Exercise goal.
Check each line of the records below and collect those holding "icon".

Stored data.
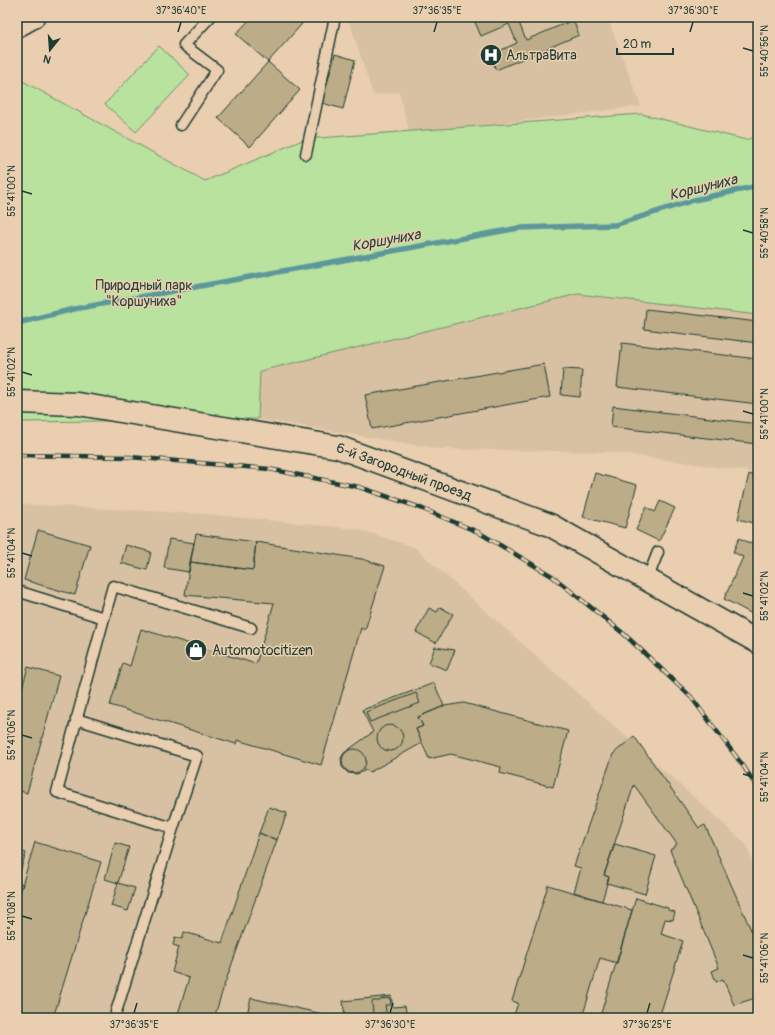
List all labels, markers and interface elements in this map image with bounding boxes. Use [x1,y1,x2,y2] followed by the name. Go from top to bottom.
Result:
[156,5,206,17] text: 37°36'40"E
[413,5,461,17] text: 37°36'35"E
[668,5,718,17] text: 37°36'30"E
[759,25,771,77] text: 55°40'56"N
[30,30,70,70] north arrow
[617,30,673,56] scale bar
[623,37,652,52] text: 20 m
[478,42,504,68] hospital icon: АльтраВита
[506,47,577,64] place label: АльтраВита
[41,52,53,66] text: N
[6,165,18,217] text: 55°41'00"N
[667,170,740,205] water label: Коршуниха
[759,207,771,259] text: 55°40'58"N
[350,225,423,256] water label: Коршуниха
[96,277,192,310] park label: Природный парк "Коршуниха"
[6,347,18,397] text: 55°41'02"N
[759,388,771,440] text: 55°41'00"N
[334,439,474,505] street label: 6-й Загородный проезд
[6,528,18,578] text: 55°41'04"N
[759,571,771,621] text: 55°41'02"N
[183,637,209,663] shop icon: Automotocitizen
[212,642,313,659] place label: Automotocitizen
[6,710,18,760] text: 55°41'06"N
[759,752,771,802] text: 55°41'04"N
[6,891,18,941] text: 55°41'08"N
[759,933,771,983] text: 55°41'06"N
[110,1019,158,1031] text: 37°36'35"E
[365,1019,415,1031] text: 37°36'30"E
[623,1019,671,1031] text: 37°36'25"E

Answer to the problem.
[478,42,504,68] hospital icon: АльтраВита
[183,637,209,663] shop icon: Automotocitizen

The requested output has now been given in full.